Randy's eyes widened. “Hey, no one calls me stupid!” He tightened his grip on his flashlight and marched into the room angrily. “Where are you, you little brat!?”
“Randy, wait!” Mark raced after him, reaching for his arm. A sudden gust of wind pushed the two boys into the room of books and the heavy doors slammed shut behind them.”
“You idiots.” The wispy, thin figure of a girl appeared from behind an impossibly high mountain of books in the middle of the room. “I warned you.”
“I'm not an idiot, and you're trespassing!” Randy straightened his shoulders and faced her squarely, putting on the most adult voice he could muster.
It was meant to be intimidating, but the girl didn't seem to notice. “Aren't you trespassing as well?” she shot back, eyebrows raised. Randy thrust his flashlight at the thin girl's face, pointing the light directly in her eyes. She didn't blink.
“Um...Randy?” Mark took an unsteady step backwards and stumbled over a pile of books. “I can see through her...”
Randy swung his flashlight back and forth. Sure enough, he could make out the outline of the mountains of books behind the girl, showing faintly through her body. He frowned. “It must be an illusion using reflection in glass,” he spoke to himself under his breath, as if trying to piece out some new puzzle he'd stumbled upon. “I saw that once-”
The girl sighed. She sounded weary, as if she had just laid down to sleep, and the two boys had woken her up. “Randy, was it?” The tall boy didn't respond. “I can hear you.” The girl folded her arms across her chest and glared at him. “And I'm not a reflection.” She walked towards the two boys, her tattered white dress gliding across the books on the floor like wisps of smoke.

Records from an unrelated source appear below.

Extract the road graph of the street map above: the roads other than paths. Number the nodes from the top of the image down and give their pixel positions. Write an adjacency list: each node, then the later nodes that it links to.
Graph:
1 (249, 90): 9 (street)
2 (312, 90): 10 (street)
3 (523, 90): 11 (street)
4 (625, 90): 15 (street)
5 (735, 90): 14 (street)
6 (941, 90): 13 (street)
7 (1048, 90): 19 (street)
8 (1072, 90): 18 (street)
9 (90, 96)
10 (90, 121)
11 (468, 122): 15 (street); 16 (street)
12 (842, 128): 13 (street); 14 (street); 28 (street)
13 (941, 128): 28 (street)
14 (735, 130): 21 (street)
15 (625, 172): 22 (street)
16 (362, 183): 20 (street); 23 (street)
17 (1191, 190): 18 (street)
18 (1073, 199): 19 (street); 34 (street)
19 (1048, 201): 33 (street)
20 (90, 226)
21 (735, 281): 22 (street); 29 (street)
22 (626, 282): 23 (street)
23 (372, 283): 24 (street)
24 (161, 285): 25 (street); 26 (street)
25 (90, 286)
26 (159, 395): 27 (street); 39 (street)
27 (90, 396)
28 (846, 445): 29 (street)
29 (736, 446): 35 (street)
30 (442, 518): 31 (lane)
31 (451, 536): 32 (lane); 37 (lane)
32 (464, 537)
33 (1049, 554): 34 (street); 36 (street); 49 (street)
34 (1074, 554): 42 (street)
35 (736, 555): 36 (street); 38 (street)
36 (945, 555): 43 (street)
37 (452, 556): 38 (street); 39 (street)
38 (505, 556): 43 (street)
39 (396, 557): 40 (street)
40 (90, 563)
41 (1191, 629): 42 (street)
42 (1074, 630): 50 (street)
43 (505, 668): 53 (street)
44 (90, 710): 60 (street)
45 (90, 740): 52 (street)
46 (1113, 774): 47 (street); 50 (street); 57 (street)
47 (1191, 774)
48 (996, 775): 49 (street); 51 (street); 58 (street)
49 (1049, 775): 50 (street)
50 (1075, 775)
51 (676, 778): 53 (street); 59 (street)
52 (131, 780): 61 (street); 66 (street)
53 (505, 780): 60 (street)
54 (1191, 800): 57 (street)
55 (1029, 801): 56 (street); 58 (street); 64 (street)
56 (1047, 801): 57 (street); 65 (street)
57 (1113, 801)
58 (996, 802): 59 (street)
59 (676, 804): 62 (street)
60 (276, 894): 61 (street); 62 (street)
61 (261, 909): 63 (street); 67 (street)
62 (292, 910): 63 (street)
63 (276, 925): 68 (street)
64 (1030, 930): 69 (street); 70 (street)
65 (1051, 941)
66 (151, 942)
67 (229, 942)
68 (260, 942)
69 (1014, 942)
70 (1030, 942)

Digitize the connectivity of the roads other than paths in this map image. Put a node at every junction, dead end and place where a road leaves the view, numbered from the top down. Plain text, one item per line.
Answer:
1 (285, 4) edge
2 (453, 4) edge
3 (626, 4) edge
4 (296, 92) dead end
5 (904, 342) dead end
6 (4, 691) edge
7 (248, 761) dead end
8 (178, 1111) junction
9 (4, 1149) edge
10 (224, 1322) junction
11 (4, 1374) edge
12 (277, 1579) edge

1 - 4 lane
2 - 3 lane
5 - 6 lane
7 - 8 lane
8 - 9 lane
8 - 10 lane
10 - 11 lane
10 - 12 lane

As she neared, Mark let out a small gurgling noise before turning and racing to the double doors behind him. He grabbed the handles and pushed the doors open with a panicked scream. The doors flew open, and Mark raced out of the room. He had only run a few paces before he froze. “R-randy..?” Mark turned slowly, unsure if he would even see his friend.
“What?” Randy spun around, annoyed. “Mark, if I-” The sentence froze on Randy's tongue as he stared at the scene in front of him. The small, shadowy building that he and Mark were exploring was gone. The narrow hallway had been replaced by a stone-lined room with a high ceiling. At the far end of the room, a twenty foot tall fireplace was set in the wall. A few coals glowed in the hearth, but the main source of light was the sunlight pouring in through the rows of windows that lined the walls. Between the windows hung brilliant, red tapestries stitched with images of knights clashing in battle. None of this mattered to Randy, though. All he saw was the man dressed in black armor holding a sword to Mark's throat. The flashlight in Randy's hand slipped from his fingers and lodged itself in a pile of books at his feet. “This,” he whispered under his breath, “is really not good.”